■ **ABOUT THIS TASK**
Copy every line that holds the string "roads" from the data below.

** EXTRACTED DATA follows **

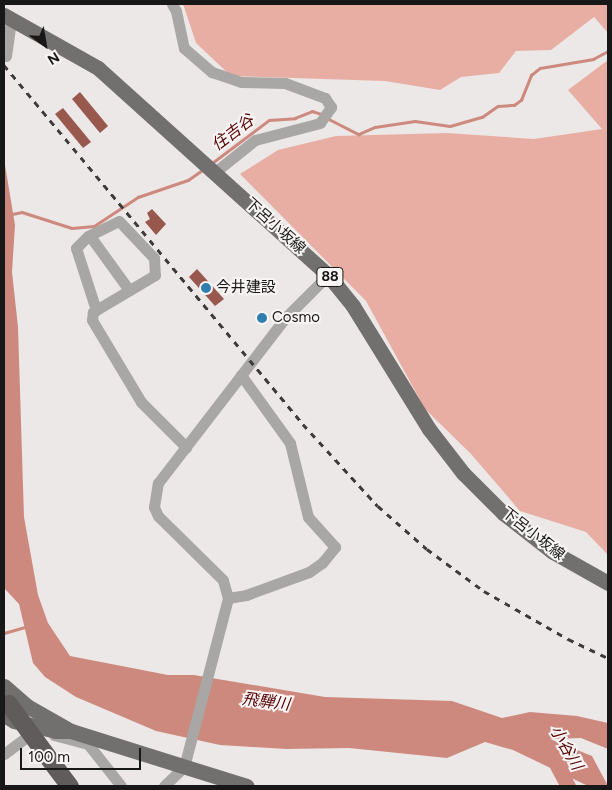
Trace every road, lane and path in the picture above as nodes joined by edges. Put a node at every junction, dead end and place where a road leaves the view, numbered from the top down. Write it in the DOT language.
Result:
graph roads {
  1 [pos="172,4"];
  2 [pos="7,17"];
  3 [pos="6,56"];
  4 [pos="214,172"];
  5 [pos="90,236"];
  6 [pos="328,275"];
  7 [pos="129,290"];
  8 [pos="96,310"];
  9 [pos="241,376"];
  10 [pos="186,447"];
  11 [pos="608,583"];
  12 [pos="228,598"];
  13 [pos="4,686"];
  14 [pos="5,705"];
  15 [pos="71,731"];
  16 [pos="4,754"];
  17 [pos="186,760"];
  18 [pos="70,786"];
  19 [pos="121,786"];
  20 [pos="164,786"];
  21 [pos="247,786"];
  1 -- 4 [label="street"];
  2 -- 3 [label="street"];
  2 -- 4 [label="main road, 下呂小坂線 / 88"];
  4 -- 6 [label="main road, 下呂小坂線 / 88"];
  5 -- 7 [label="street"];
  5 -- 7 [label="street"];
  5 -- 8 [label="street"];
  6 -- 9 [label="street"];
  6 -- 11 [label="main road, 下呂小坂線 / 88"];
  7 -- 8 [label="street"];
  8 -- 10 [label="street"];
  9 -- 10 [label="street"];
  9 -- 12 [label="street"];
  10 -- 12 [label="street"];
  12 -- 17 [label="street"];
  13 -- 15 [label="main road"];
  14 -- 15 [label="main road"];
  14 -- 18 [label="highway, bridge"];
  15 -- 17 [label="main road"];
  16 -- 19 [label="street"];
  17 -- 20 [label="street"];
  17 -- 21 [label="main road"];
}
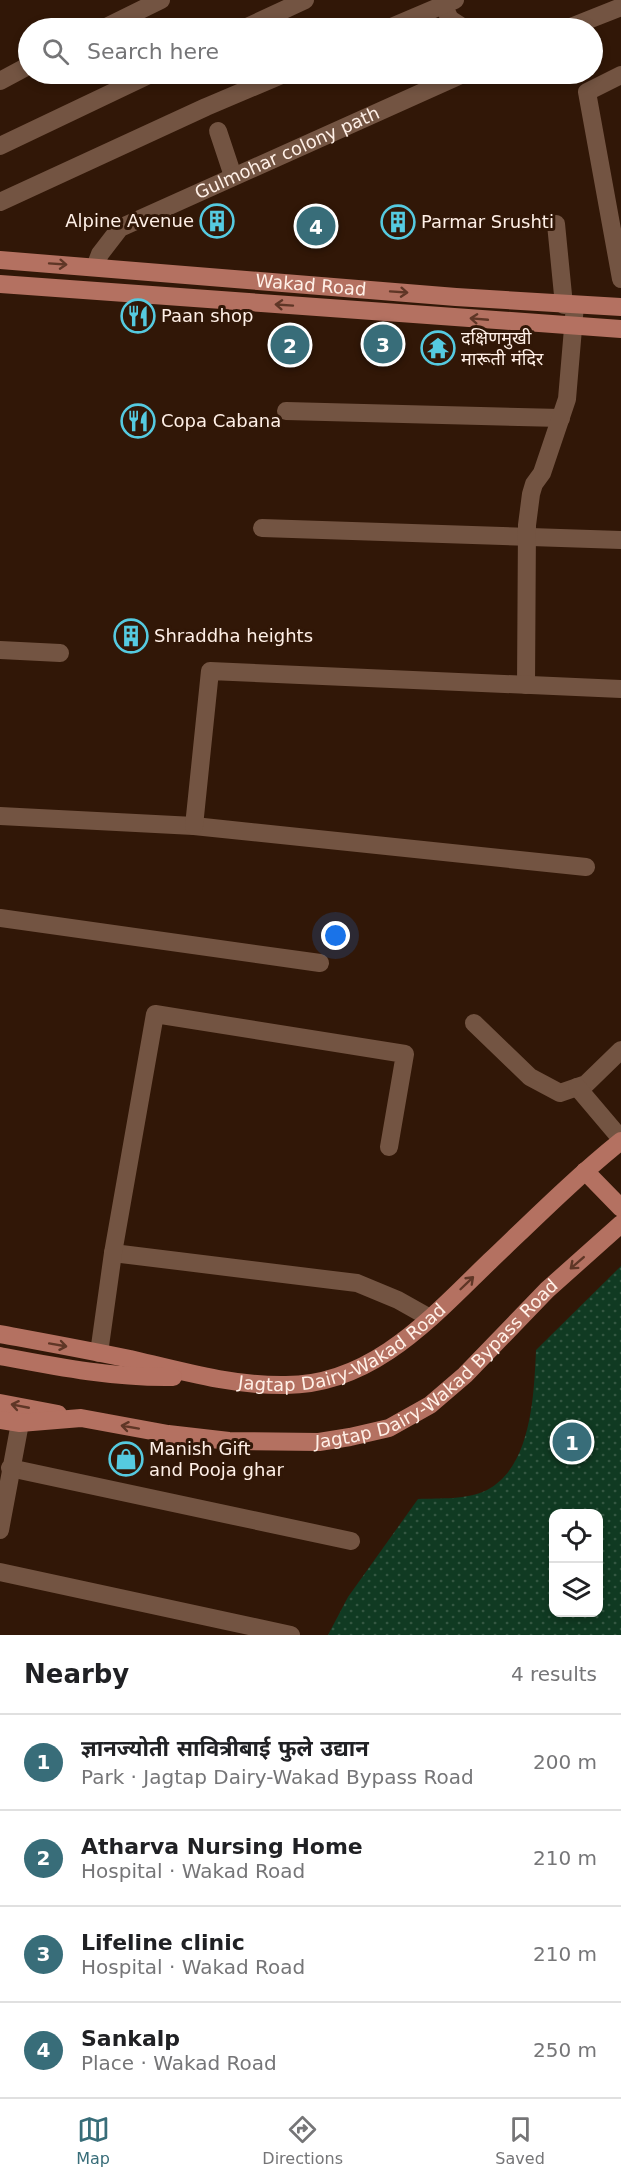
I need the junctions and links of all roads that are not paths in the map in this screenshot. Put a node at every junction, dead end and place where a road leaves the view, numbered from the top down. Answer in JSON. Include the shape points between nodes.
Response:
{"nodes":[{"id":1,"x":161,"y":0,"type":"edge"},
{"id":2,"x":305,"y":0,"type":"edge"},
{"id":3,"x":449,"y":3,"type":"edge"},
{"id":4,"x":621,"y":7,"type":"edge"},
{"id":5,"x":124,"y":18,"type":"edge"},
{"id":6,"x":266,"y":18,"type":"edge"},
{"id":7,"x":413,"y":18,"type":"edge"},
{"id":8,"x":450,"y":18,"type":"edge"},
{"id":9,"x":593,"y":18,"type":"edge"},
{"id":10,"x":18,"y":71,"type":"edge"},
{"id":11,"x":621,"y":75,"type":"edge"},
{"id":12,"x":0,"y":81,"type":"edge"},
{"id":13,"x":130,"y":84,"type":"edge"},
{"id":14,"x":260,"y":84,"type":"edge"},
{"id":15,"x":440,"y":84,"type":"edge"},
{"id":16,"x":218,"y":131,"type":"dead end"},
{"id":17,"x":0,"y":146,"type":"edge"},
{"id":18,"x":233,"y":176,"type":"junction"},
{"id":19,"x":0,"y":202,"type":"edge"},
{"id":20,"x":556,"y":224,"type":"dead end"},
{"id":21,"x":0,"y":260,"type":"edge"},
{"id":22,"x":95,"y":267,"type":"junction"},
{"id":23,"x":621,"y":279,"type":"edge"},
{"id":24,"x":0,"y":284,"type":"edge"},
{"id":25,"x":569,"y":305,"type":"junction"},
{"id":26,"x":621,"y":307,"type":"edge"},
{"id":27,"x":574,"y":326,"type":"junction"},
{"id":28,"x":621,"y":329,"type":"edge"},
{"id":29,"x":286,"y":411,"type":"dead end"},
{"id":30,"x":561,"y":418,"type":"junction"},
{"id":31,"x":262,"y":528,"type":"dead end"},
{"id":32,"x":527,"y":537,"type":"junction"},
{"id":33,"x":621,"y":540,"type":"edge"},
{"id":34,"x":0,"y":650,"type":"edge"},
{"id":35,"x":60,"y":653,"type":"dead end"},
{"id":36,"x":526,"y":685,"type":"junction"},
{"id":37,"x":621,"y":688,"type":"edge"},
{"id":38,"x":0,"y":816,"type":"edge"},
{"id":39,"x":195,"y":826,"type":"junction"},
{"id":40,"x":586,"y":867,"type":"dead end"},
{"id":41,"x":0,"y":918,"type":"edge"},
{"id":42,"x":320,"y":963,"type":"dead end"},
{"id":43,"x":474,"y":1023,"type":"dead end"},
{"id":44,"x":621,"y":1050,"type":"edge"},
{"id":45,"x":577,"y":1087,"type":"junction"},
{"id":46,"x":621,"y":1140,"type":"edge"},
{"id":47,"x":389,"y":1147,"type":"dead end"},
{"id":48,"x":585,"y":1171,"type":"junction"},
{"id":49,"x":621,"y":1208,"type":"edge"},
{"id":50,"x":621,"y":1224,"type":"edge"},
{"id":51,"x":113,"y":1253,"type":"junction"},
{"id":52,"x":430,"y":1318,"type":"junction"},
{"id":53,"x":0,"y":1334,"type":"edge"},
{"id":54,"x":99,"y":1353,"type":"junction"},
{"id":55,"x":0,"y":1356,"type":"edge"},
{"id":56,"x":201,"y":1376,"type":"junction"},
{"id":57,"x":0,"y":1402,"type":"edge"},
{"id":58,"x":81,"y":1418,"type":"junction"},
{"id":59,"x":0,"y":1420,"type":"edge"},
{"id":60,"x":20,"y":1423,"type":"junction"},
{"id":61,"x":10,"y":1468,"type":"junction"},
{"id":62,"x":0,"y":1530,"type":"edge"},
{"id":63,"x":351,"y":1541,"type":"dead end"},
{"id":64,"x":0,"y":1572,"type":"edge"},
{"id":65,"x":291,"y":1635,"type":"edge"}],
"edges":[{"from":1,"to":5,"type":"street"},
{"from":2,"to":6,"type":"street"},
{"from":3,"to":7,"type":"street"},
{"from":3,"to":8,"type":"street"},
{"from":4,"to":9,"type":"street"},
{"from":10,"to":12,"type":"street"},
{"from":11,"to":23,"type":"street","via":[[587,92]]},
{"from":13,"to":17,"type":"street"},
{"from":14,"to":19,"type":"street"},
{"from":15,"to":18,"type":"street","name":"Gulmohar colony path"},
{"from":16,"to":18,"type":"street"},
{"from":18,"to":22,"type":"street","name":"Gulmohar colony path","via":[[120,228],[99,254]]},
{"from":20,"to":25,"type":"street"},
{"from":21,"to":22,"type":"main road","name":"Wakad Road","one_way":true},
{"from":22,"to":25,"type":"main road","name":"Wakad Road","one_way":true},
{"from":27,"to":24,"type":"main road","name":"Wakad Road","one_way":true},
{"from":25,"to":26,"type":"main road","name":"Wakad Road"},
{"from":25,"to":27,"type":"street"},
{"from":27,"to":28,"type":"main road","name":"Wakad Road"},
{"from":27,"to":30,"type":"street","via":[[567,399]]},
{"from":29,"to":30,"type":"street"},
{"from":30,"to":32,"type":"street","via":[[531,494]]},
{"from":31,"to":32,"type":"street"},
{"from":32,"to":33,"type":"street"},
{"from":32,"to":36,"type":"street"},
{"from":34,"to":35,"type":"street"},
{"from":36,"to":37,"type":"street"},
{"from":36,"to":39,"type":"street","via":[[210,671]]},
{"from":38,"to":39,"type":"street"},
{"from":39,"to":40,"type":"street"},
{"from":41,"to":42,"type":"street"},
{"from":43,"to":45,"type":"street","via":[[530,1077],[560,1093]]},
{"from":44,"to":45,"type":"street","via":[[586,1084]]},
{"from":45,"to":46,"type":"street"},
{"from":46,"to":48,"type":"main road","name":"Jagtap Dairy-Wakad Road"},
{"from":47,"to":51,"type":"street","via":[[405,1054],[155,1014]]},
{"from":48,"to":49,"type":"main road"},
{"from":52,"to":48,"type":"main road","name":"Jagtap Dairy-Wakad Road","one_way":true},
{"from":50,"to":58,"type":"main road","name":"Jagtap Dairy-Wakad Bypass Road","one_way":true,"via":[[547,1290],[465,1375],[429,1405],[389,1428],[319,1442],[229,1441]]},
{"from":51,"to":52,"type":"street","via":[[357,1283]]},
{"from":51,"to":54,"type":"street"},
{"from":52,"to":56,"type":"main road","name":"Jagtap Dairy-Wakad Road","via":[[392,1350],[335,1379],[288,1386]]},
{"from":53,"to":54,"type":"main road","name":"Jagtap Dairy-Wakad Road","one_way":true},
{"from":54,"to":56,"type":"main road","name":"Jagtap Dairy-Wakad Road"},
{"from":55,"to":56,"type":"main road","via":[[138,1378]]},
{"from":58,"to":57,"type":"main road","one_way":true},
{"from":58,"to":60,"type":"main road"},
{"from":59,"to":60,"type":"main road"},
{"from":60,"to":61,"type":"street"},
{"from":61,"to":62,"type":"street"},
{"from":61,"to":63,"type":"street"},
{"from":64,"to":65,"type":"street"}]}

** End of EXTRACTED DATA **

■ **YOUR SOLUTION**
graph roads {
I need the junctions and links of all roads that are not paths in the map in this screenshot. Put a node at every junction, dead end and place where a road leaves the view, numbered from the top down. Answer in JSON. Include the shape points between nodes.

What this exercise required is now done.